Existe una última y poderosa razón para matar a los protagonistas de un drama musical: nada nos conmueve más que ser espectadores de la muerte. Desde luego, nuestra emoción será máxima, de una intensidad casi insoportable, cuando asistimos personalmente a la pérdida definitiva de alguno de nuestros seres más queridos. Pero también puede emocionarnos la muerte de personas menos allegadas si nos toca vivirla de cerca. Lo asombroso es que podamos llorar de conmiseración asistiendo a la muerte «en directo» de un personaje de ficción sobre el escenario, más aún si la escena viene acompañada de una música tan cargada de emotividad que por sí sola sea capaz de expresar e infundir una gran emoción en el espectador. Esta es la razón por la que una buena representación de la escena final de La bohème puede acongojar hasta el llanto al espectador, una y todas las veces que la vea y escuche. Un argumento irrefutable contra la acusación a la ópera de espectáculo inverosímil y artificioso.

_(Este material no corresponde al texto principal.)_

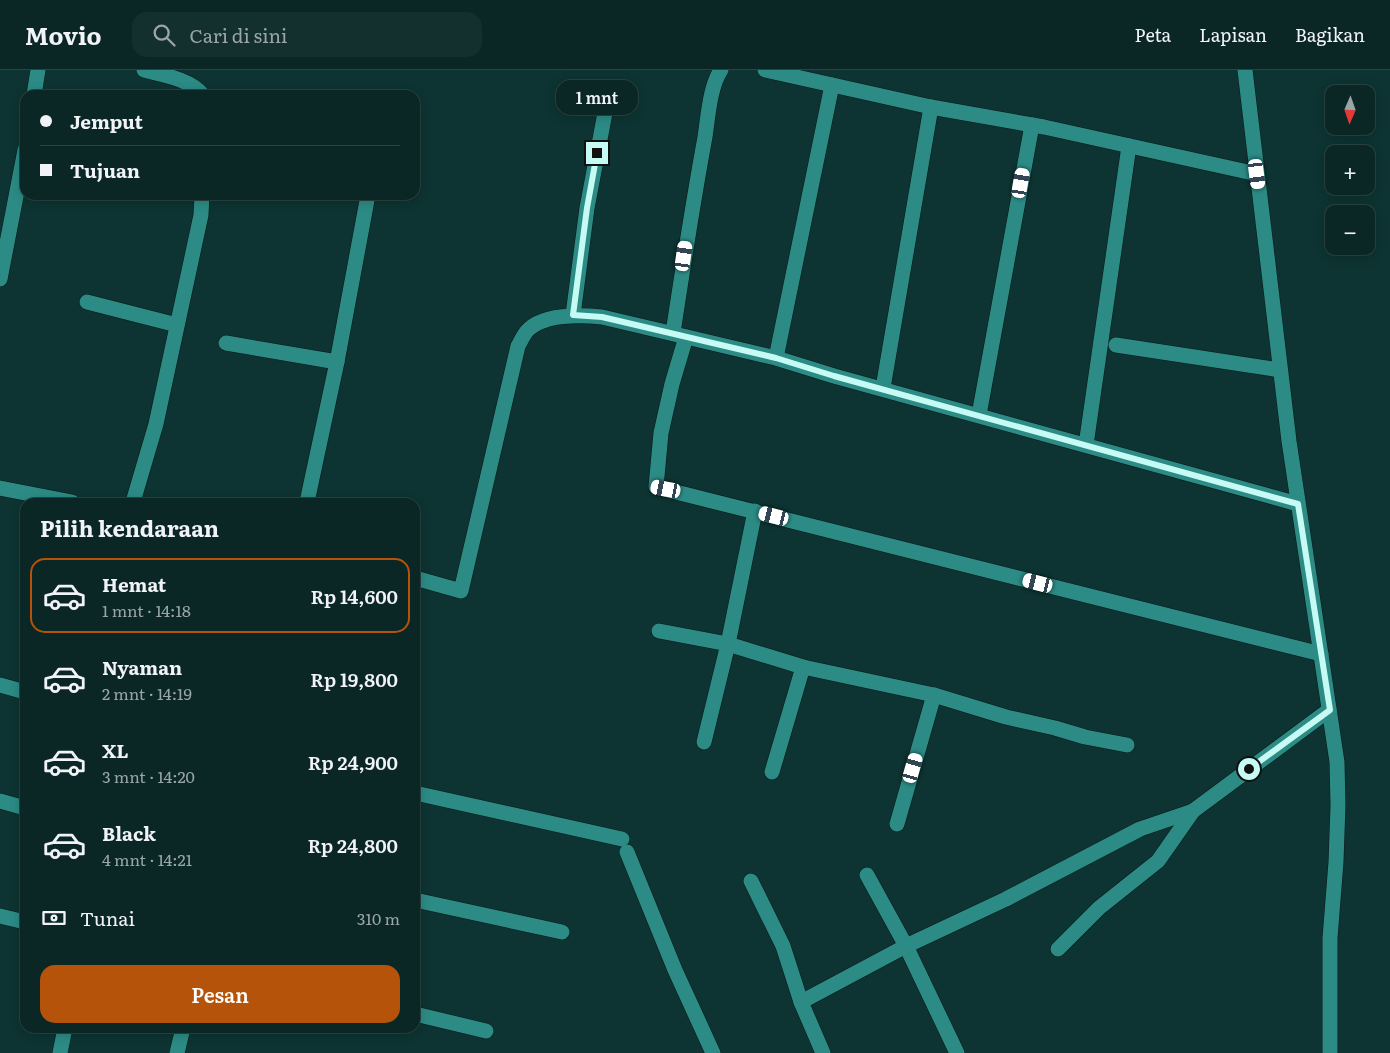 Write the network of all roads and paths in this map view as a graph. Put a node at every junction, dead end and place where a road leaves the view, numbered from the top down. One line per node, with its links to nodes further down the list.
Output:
1 (38, 70): 7 (street)
2 (144, 70): 8 (street)
3 (720, 70): 21 (street)
4 (765, 70): 6 (street)
5 (1245, 70): 13 (street)
6 (832, 85): 10 (street); 24 (street)
7 (35, 90)
8 (199, 90)
9 (608, 97): 19 (street)
10 (931, 107): 11 (street); 27 (street)
11 (1032, 125): 12 (street); 28 (street)
12 (1129, 146): 13 (street); 29 (street)
13 (1257, 174): 26 (street)
14 (20, 176): 17 (street)
15 (202, 200): 20 (street)
16 (367, 200): 25 (street)
17 (0, 280)
18 (86, 302): 20 (street)
19 (573, 315): 21 (street); 36 (street)
20 (177, 325): 32 (street)
21 (680, 335): 24 (street); 35 (street)
22 (226, 343): 25 (street)
23 (1116, 345): 26 (street)
24 (776, 358): 27 (street)
25 (337, 362): 33 (street)
26 (1280, 370): 34 (street)
27 (883, 388): 28 (street)
28 (979, 415): 29 (street)
29 (1086, 445): 34 (street)
30 (0, 488): 31 (street)
31 (51, 498)
32 (134, 498)
33 (308, 498)
34 (1298, 504): 39 (street)
35 (756, 512): 38 (street); 39 (street)
36 (420, 579)
37 (659, 631): 38 (street)
38 (728, 644): 40 (street); 45 (street)
39 (1321, 654): 44 (street)
40 (803, 667): 43 (street); 47 (street)
41 (0, 685): 42 (street)
42 (20, 691)
43 (934, 695): 46 (street); 52 (street)
44 (1330, 710): 51 (street); 71 (street)
45 (704, 742)
46 (1127, 744)
47 (772, 772)
48 (420, 794): 68 (street)
49 (0, 801): 50 (street)
50 (20, 807)
51 (1193, 811): 59 (street); 60 (street)
52 (897, 824)
53 (867, 875): 59 (street)
54 (751, 881): 61 (street)
55 (420, 901): 58 (street)
56 (0, 916): 57 (street)
57 (20, 921)
58 (562, 932)
59 (906, 946): 61 (street); 70 (street)
60 (1058, 949)
61 (801, 1002): 69 (street)
62 (420, 1015): 63 (street)
63 (486, 1031)
64 (64, 1033): 66 (street)
65 (182, 1033): 67 (street)
66 (60, 1053)
67 (177, 1053)
68 (713, 1053)
69 (823, 1053)
70 (957, 1053)
71 (1330, 1053)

Ahora bien, supongamos que Mimí supera la crisis y, en lugar de fallecer, se recupera, y la ópera acaba con boda celebrada con los amigos bohemios en el café Momus. O, sin salir de Puccini, que Pinkerton, divorciado de Kate, regresa a tiempo para llevarse a Butterfly y al hijo de ambos cuando se entera de su existencia; o que la orden de Scarpia de simular el fusilamiento de Cavaradossi era auténtica y la pareja escapa por Civitavechia a una nueva vida. ¿Verdad que, desde el punto de vista dramático, no sería lo mismo? Dotar de la máxima intensidad teatral a estas tres óperas —y a tantas otras— exige que Mimí, Butterfly y Tosca mueran. La muerte, en la ópera, proporciona el sumun de dramatismo al que una obra escénica puede aspirar. Y no perdamos de vista que la ópera también es teatro.


La muerte de Mimí (Ailyn Perez) pone un trágico punto final a La Bohème de Giacomo Puccini.